A derivative of cationic antimicrobial protein attenuates lung injury by suppressing cell adhesion.

Abstract

Cationic antimicrobial protein of 18 kD (CAP18) was identified and purified from rabbit granulocytes and shown to inhibit various activities of lipopolysaccharide (LPS). We investigated the effect of a 32-amino-acid C-terminal fragment of CAP18 (CAP18-derived peptide, CDP) on the pathogenesis of acute lung injury caused by intravenous endotoxin. Guinea pigs were divided into six groups: (I) saline control (n = 8), (2) CDP-alone (n = 8), (3) LPS-alone (n = 8), (4) LPS+CDP0m (n = 8), (5) LPS+CDP10m (n = 8), and (6) LPS+CDP60m (n = 8).

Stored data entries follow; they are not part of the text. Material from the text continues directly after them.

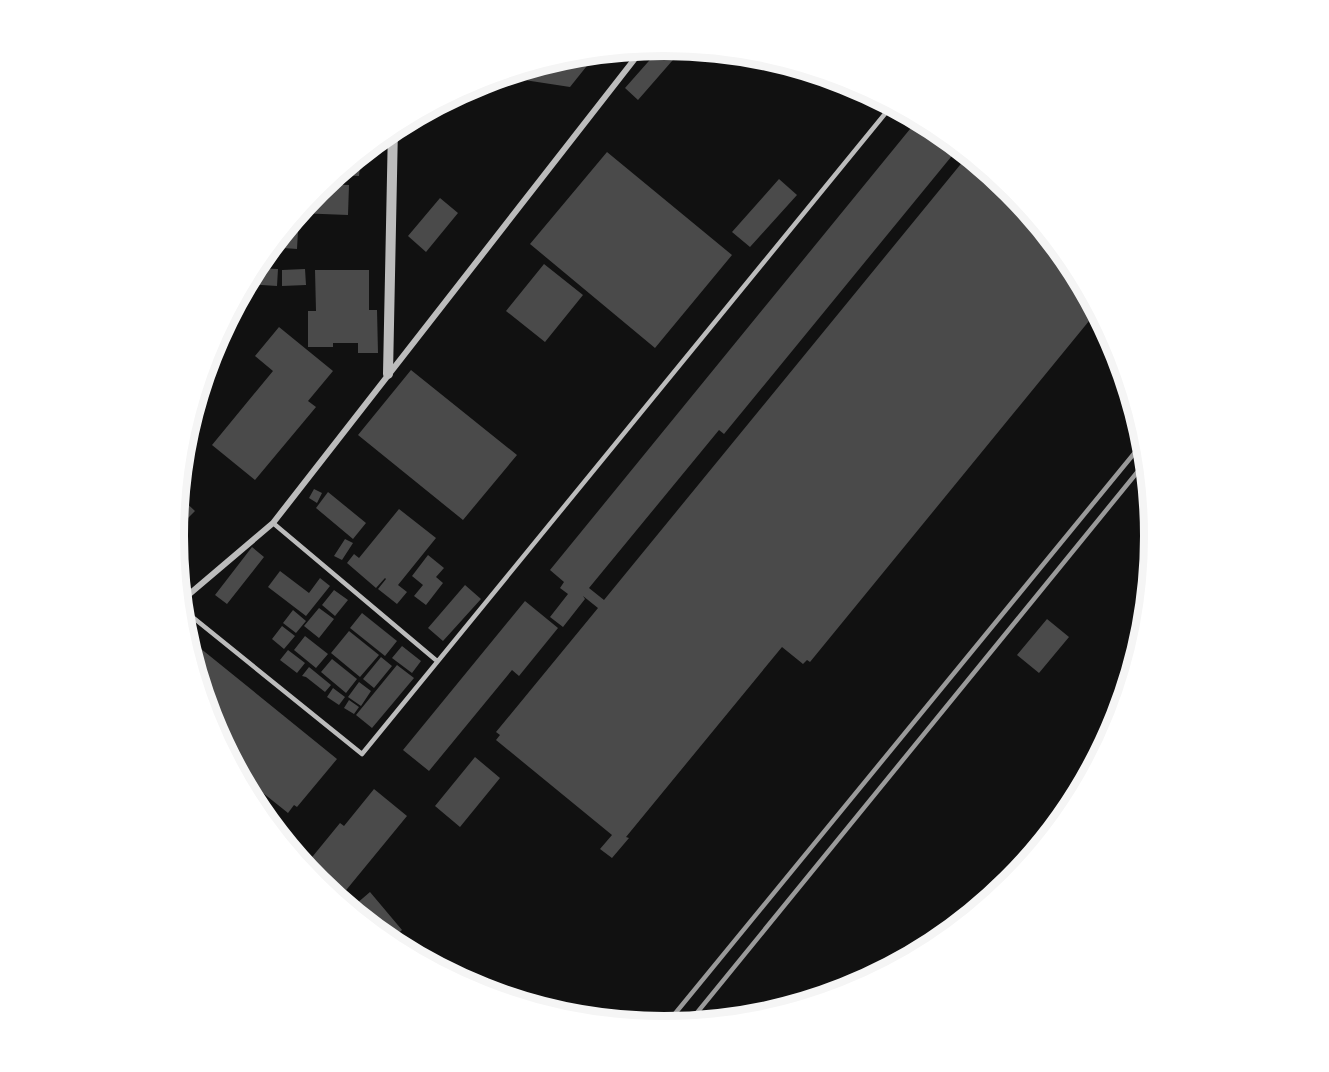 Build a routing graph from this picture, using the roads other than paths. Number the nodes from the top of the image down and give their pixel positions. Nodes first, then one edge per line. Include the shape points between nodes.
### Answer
1 (636, 57) edge
2 (888, 111) edge
3 (393, 140) edge
4 (388, 375) junction
5 (273, 523) junction
6 (188, 595) edge
7 (191, 616) edge
8 (437, 662) junction

1 - 4 street
2 - 8 lane
3 - 4 street
4 - 5 street
5 - 6 street
5 - 8 lane
7 - 8 lane via 362,754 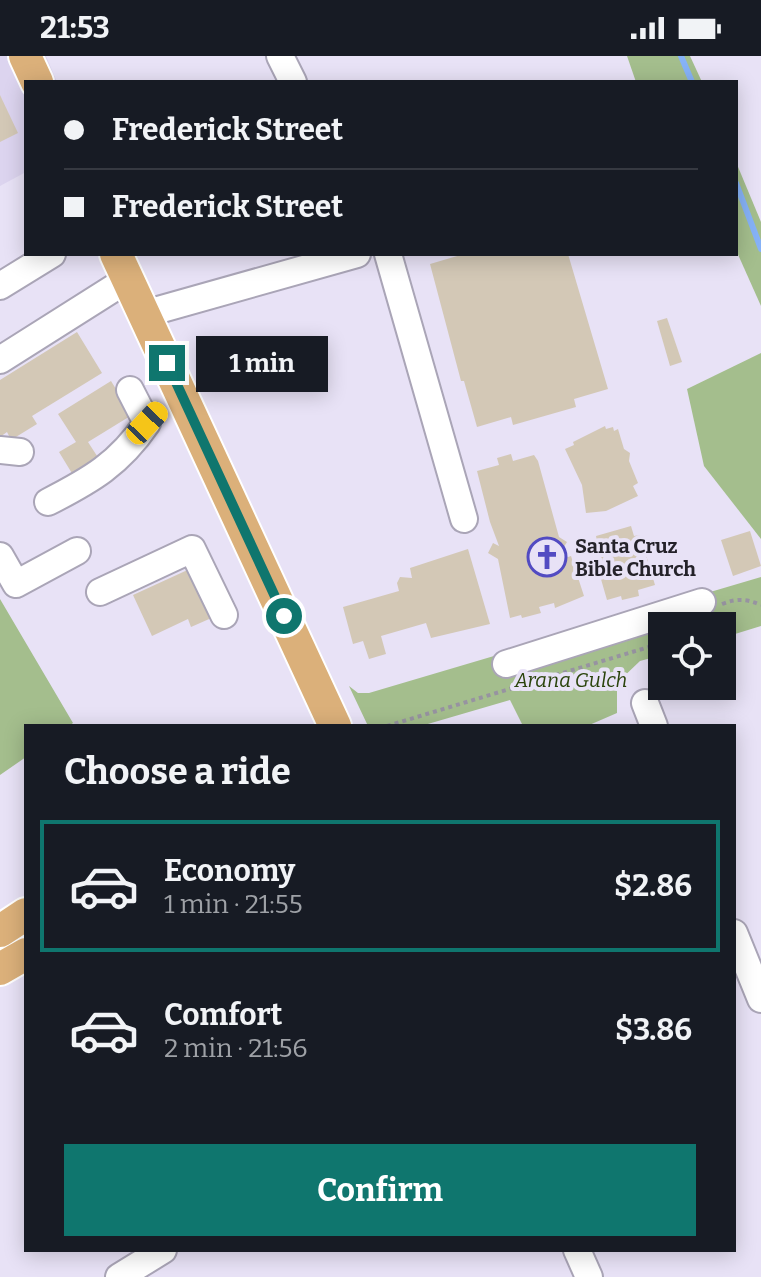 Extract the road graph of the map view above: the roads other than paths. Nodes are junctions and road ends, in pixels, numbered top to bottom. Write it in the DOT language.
graph roads {
  1 [pos="25,56"];
  2 [pos="280,56"];
  3 [pos="36,80"];
  4 [pos="292,80"];
  5 [pos="49,256"];
  6 [pos="342,256"];
  7 [pos="389,256"];
  8 [pos="290,263"];
  9 [pos="122,267"];
  10 [pos="0,286"];
  11 [pos="144,314"];
  12 [pos="0,360"];
  13 [pos="179,388"];
  14 [pos="130,390"];
  15 [pos="147,423"];
  16 [pos="48,502"];
  17 [pos="464,519"];
  18 [pos="77,551"];
  19 [pos="0,556"];
  20 [pos="100,592"];
  21 [pos="708,607"];
  22 [pos="224,615"];
  23 [pos="506,664"];
  24 [pos="334,724"];
  25 [pos="24,915"];
  26 [pos="0,931"];
  27 [pos="736,941"];
  28 [pos="24,955"];
  29 [pos="0,969"];
  30 [pos="761,999"];
  31 [pos="160,1252"];
  32 [pos="578,1252"];
  33 [pos="119,1277"];
  34 [pos="589,1277"];
  1 -- 3 [label="main road"];
  2 -- 4 [label="street"];
  5 -- 10 [label="street"];
  6 -- 8 [label="street"];
  7 -- 17 [label="street"];
  8 -- 11 [label="street"];
  9 -- 11 [label="main road"];
  9 -- 12 [label="street"];
  11 -- 13 [label="main road"];
  13 -- 15 [label="street"];
  13 -- 24 [label="main road"];
  14 -- 15 [label="street"];
  15 -- 16 [label="street"];
  18 -- 19 [label="street"];
  20 -- 22 [label="street"];
  21 -- 23 [label="street"];
  25 -- 26 [label="main road"];
  27 -- 30 [label="street"];
  28 -- 29 [label="main road"];
  31 -- 33 [label="street"];
  32 -- 34 [label="street"];
} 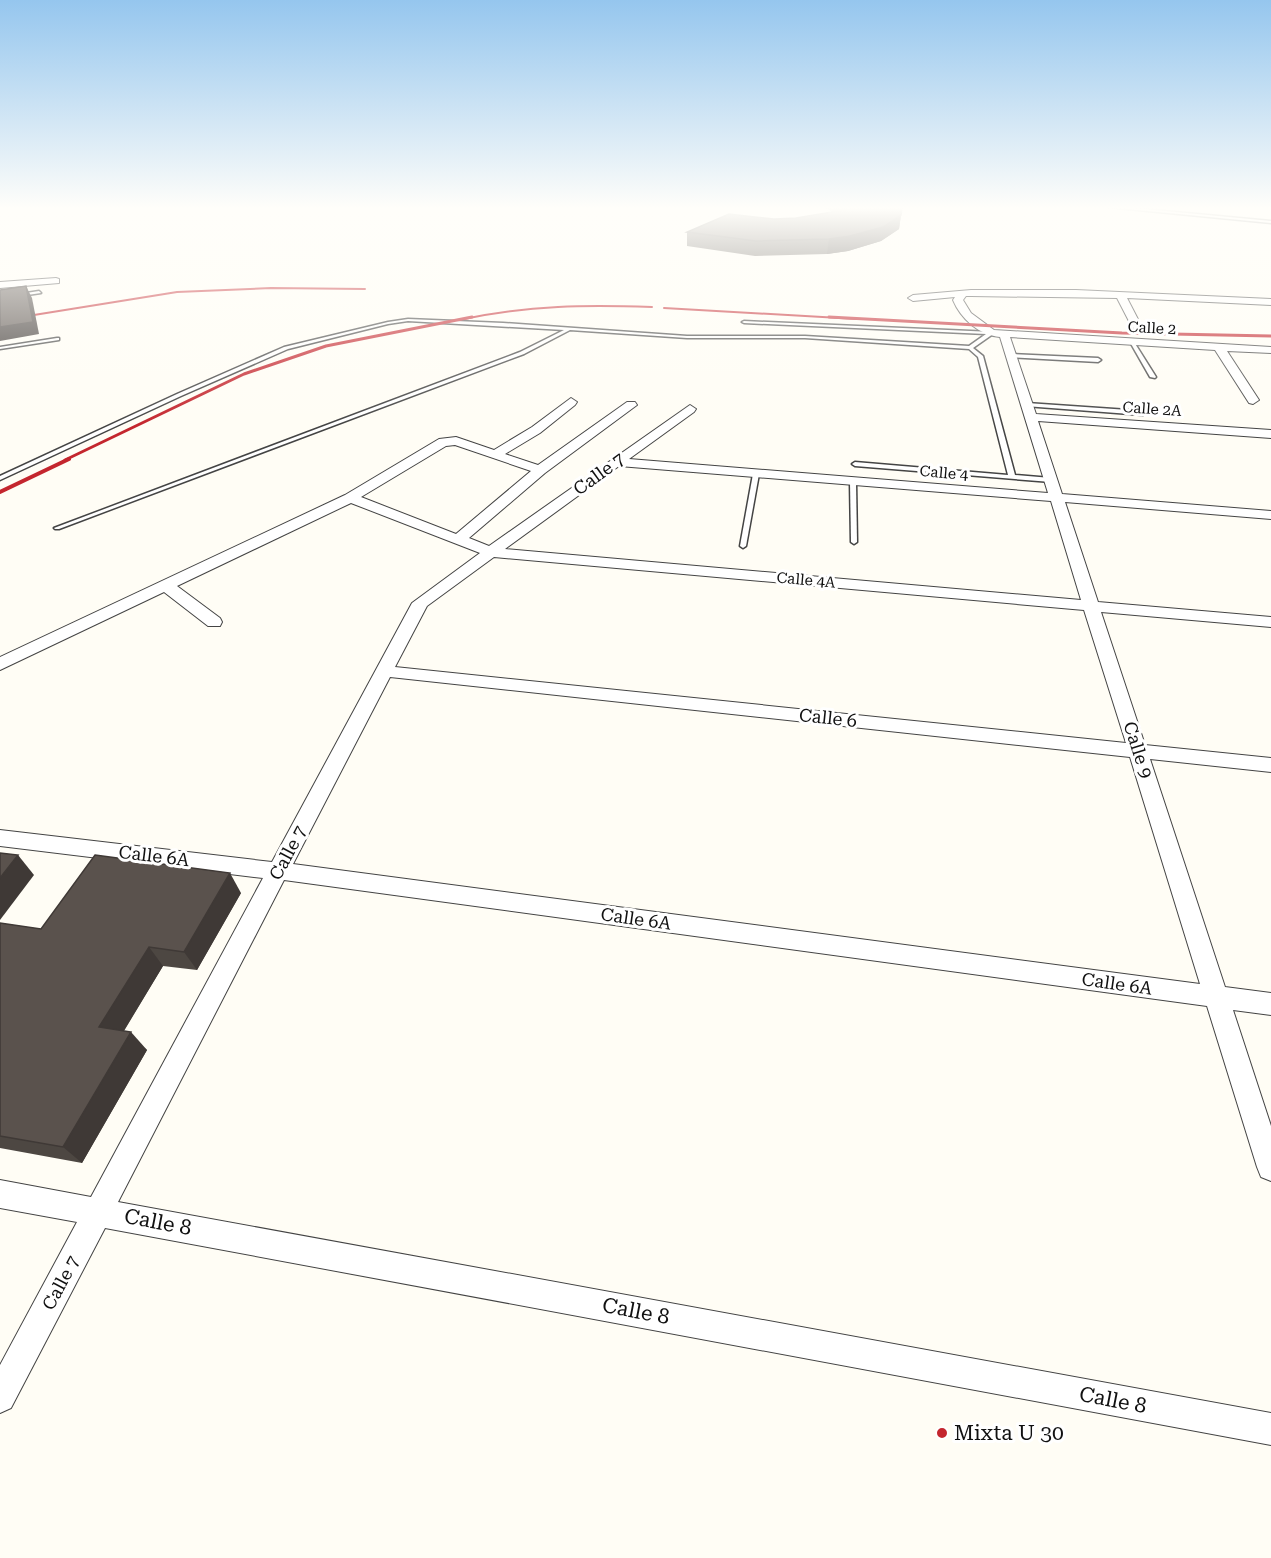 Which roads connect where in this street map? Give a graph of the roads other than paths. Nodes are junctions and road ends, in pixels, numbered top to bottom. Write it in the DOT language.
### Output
graph roads {
  1 [pos="56,281"];
  2 [pos="0,285"];
  3 [pos="39,292"];
  4 [pos="961,296"];
  5 [pos="1121,296"];
  6 [pos="0,298"];
  7 [pos="913,298"];
  8 [pos="1271,302"];
  9 [pos="744,322"];
  10 [pos="1137,327"];
  11 [pos="570,329"];
  12 [pos="998,333"];
  13 [pos="57,339"];
  14 [pos="1132,342"];
  15 [pos="1220,347"];
  16 [pos="0,348"];
  17 [pos="970,348"];
  18 [pos="1271,350"];
  19 [pos="1011,356"];
  20 [pos="1098,360"];
  21 [pos="1153,377"];
  22 [pos="1254,399"];
  23 [pos="572,402"];
  24 [pos="631,405"];
  25 [pos="690,409"];
  26 [pos="1029,411"];
  27 [pos="1143,413"];
  28 [pos="1271,434"];
  29 [pos="494,455"];
  30 [pos="615,462"];
  31 [pos="855,464"];
  32 [pos="540,470"];
  33 [pos="756,474"];
  34 [pos="1012,477"];
  35 [pos="0,478"];
  36 [pos="853,482"];
  37 [pos="1054,490"];
  38 [pos="350,498"];
  39 [pos="1271,515"];
  40 [pos="57,528"];
  41 [pos="459,539"];
  42 [pos="854,542"];
  43 [pos="743,546"];
  44 [pos="491,552"];
  45 [pos="165,585"];
  46 [pos="1092,606"];
  47 [pos="214,622"];
  48 [pos="1271,622"];
  49 [pos="0,664"];
  50 [pos="384,671"];
  51 [pos="1138,750"];
  52 [pos="1271,765"];
  53 [pos="0,838"];
  54 [pos="278,871"];
  55 [pos="1216,997"];
  56 [pos="1271,1004"];
  57 [pos="1271,1167"];
  58 [pos="0,1194"];
  59 [pos="99,1211"];
  60 [pos="0,1397"];
  61 [pos="1271,1429"];
  1 -- 2 [label="street"];
  3 -- 6 [label="lane"];
  4 -- 5 [label="street"];
  4 -- 7 [label="street"];
  4 -- 12 [label="street"];
  5 -- 8 [label="street"];
  5 -- 10 [label="street"];
  9 -- 12 [label="lane, Calle 2"];
  11 -- 17 [label="lane"];
  11 -- 35 [label="lane"];
  11 -- 40 [label="lane"];
  12 -- 14 [label="street, Calle 2"];
  12 -- 17 [label="lane"];
  12 -- 19 [label="street, Calle 9"];
  13 -- 16 [label="lane"];
  14 -- 15 [label="street, Calle 2"];
  14 -- 21 [label="lane"];
  15 -- 18 [label="street, Calle 2"];
  15 -- 22 [label="street"];
  17 -- 34 [label="lane"];
  19 -- 20 [label="lane"];
  19 -- 26 [label="street, Calle 9"];
  23 -- 29 [label="street"];
  24 -- 32 [label="street"];
  25 -- 30 [label="street, Calle 7"];
  26 -- 27 [label="lane"];
  26 -- 28 [label="street, Calle 2A"];
  26 -- 37 [label="street, Calle 9"];
  29 -- 32 [label="street"];
  29 -- 38 [label="street"];
  30 -- 33 [label="street, Calle 4"];
  30 -- 44 [label="street, Calle 7"];
  31 -- 34 [label="lane"];
  32 -- 41 [label="street"];
  33 -- 36 [label="street, Calle 4"];
  33 -- 43 [label="lane"];
  34 -- 37 [label="lane"];
  36 -- 37 [label="street, Calle 4"];
  36 -- 42 [label="lane"];
  37 -- 39 [label="street, Calle 4"];
  37 -- 46 [label="street, Calle 9"];
  38 -- 41 [label="street, Calle 4A"];
  38 -- 45 [label="street"];
  41 -- 44 [label="street, Calle 4A"];
  44 -- 46 [label="street, Calle 4A"];
  44 -- 50 [label="street, Calle 7"];
  45 -- 47 [label="street"];
  45 -- 49 [label="street"];
  46 -- 48 [label="street, Calle 4A"];
  46 -- 51 [label="street, Calle 9"];
  50 -- 51 [label="street, Calle 6"];
  50 -- 54 [label="street, Calle 7"];
  51 -- 52 [label="street, Calle 6"];
  51 -- 55 [label="street, Calle 9"];
  53 -- 54 [label="street, Calle 6A"];
  54 -- 55 [label="street, Calle 6A"];
  54 -- 59 [label="street, Calle 7"];
  55 -- 56 [label="street, Calle 6A"];
  55 -- 57 [label="street, Calle 9"];
  58 -- 59 [label="street, Calle 8"];
  59 -- 60 [label="street, Calle 7"];
  59 -- 61 [label="street, Calle 8"];
} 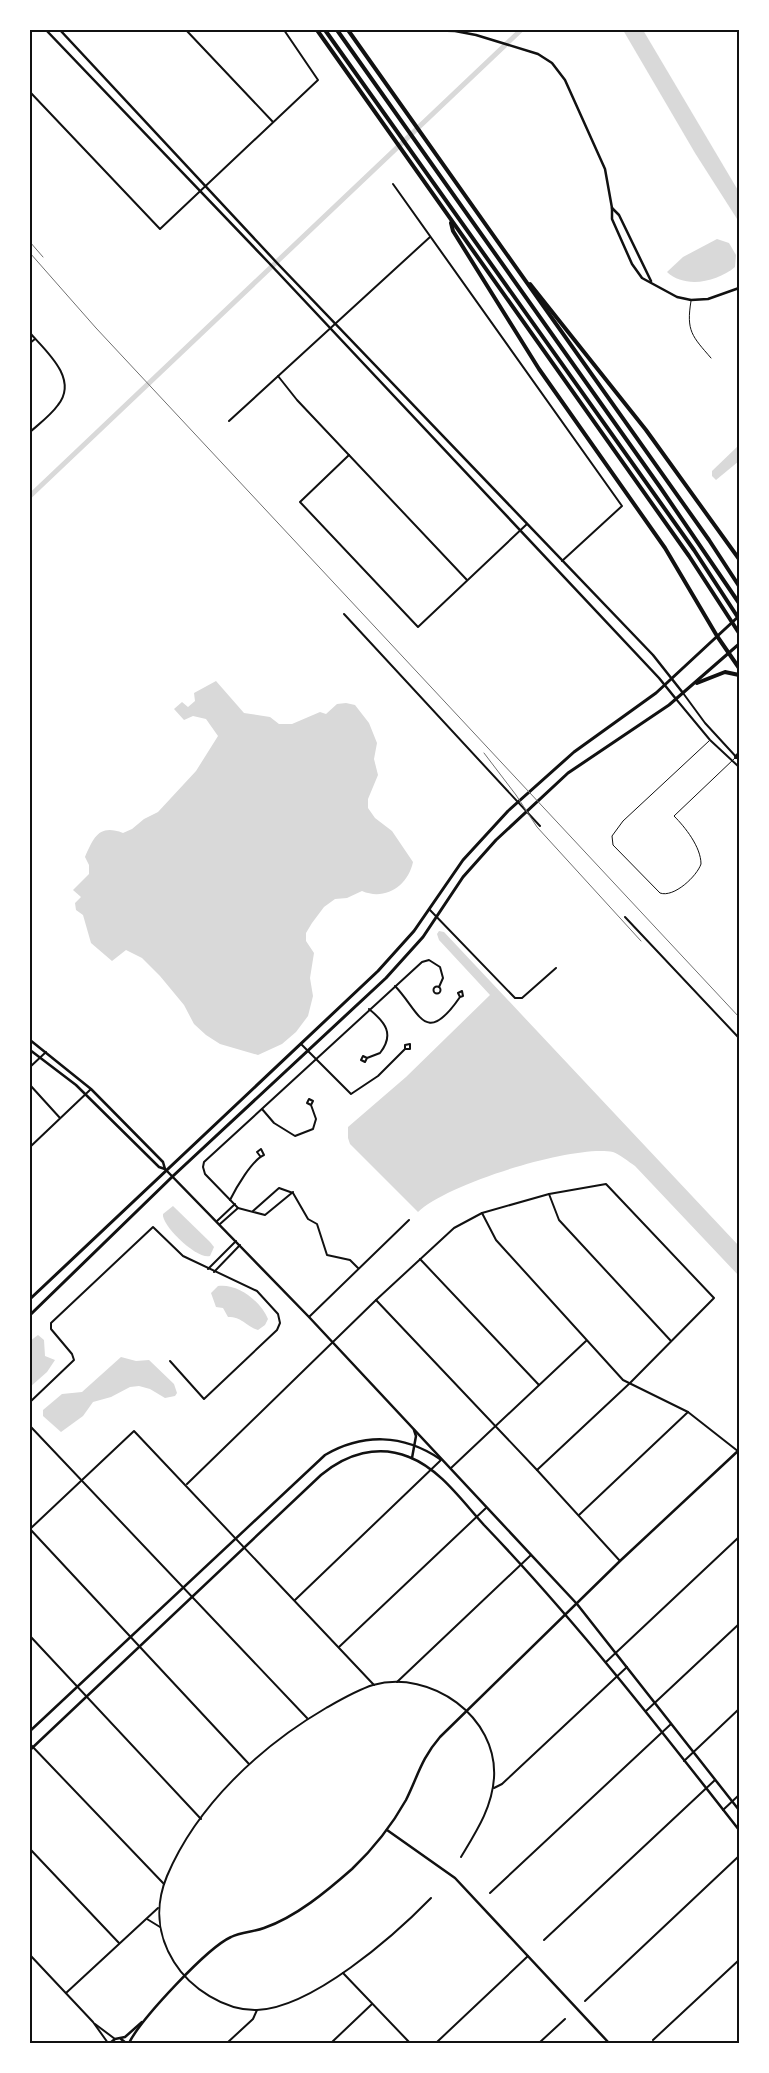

A CDP dose of 0.2 mg/kg was injected at various time points after LPS injection. Lung wet-to-dry weight ratio, [125I]albumin leakage in lung tissue and bronchoalveolar lavage (BAL) fluid, differential cell count in BAL fluid, and histopathologic features were examined 4 h after intravenous administration of 0.02 mg/kg of LPS. The LPS+CDP0m and the LPS+CDP10m groups showed significantly attenuated lung injury compared to that seen in the LPS-alone group, however the LPS+CDP60m group revealed no attenuation of lung injury. The accumulation of peripheral white blood cells into pulmonary vasculature was attenuated only in the LPS+CDP0m but not in the LPS+CDP10m groups. We examined the effect of CDP on the expression of adhesion molecules using human umbilical vein endothelial cells, the result of which showed that CDP suppressed the LPS-induced expression of adhesion molecules in a dose-dependent manner. We conclude that CDP attenuates inflammatory cell migration into alveoli resulting in the attenuation of lung injury.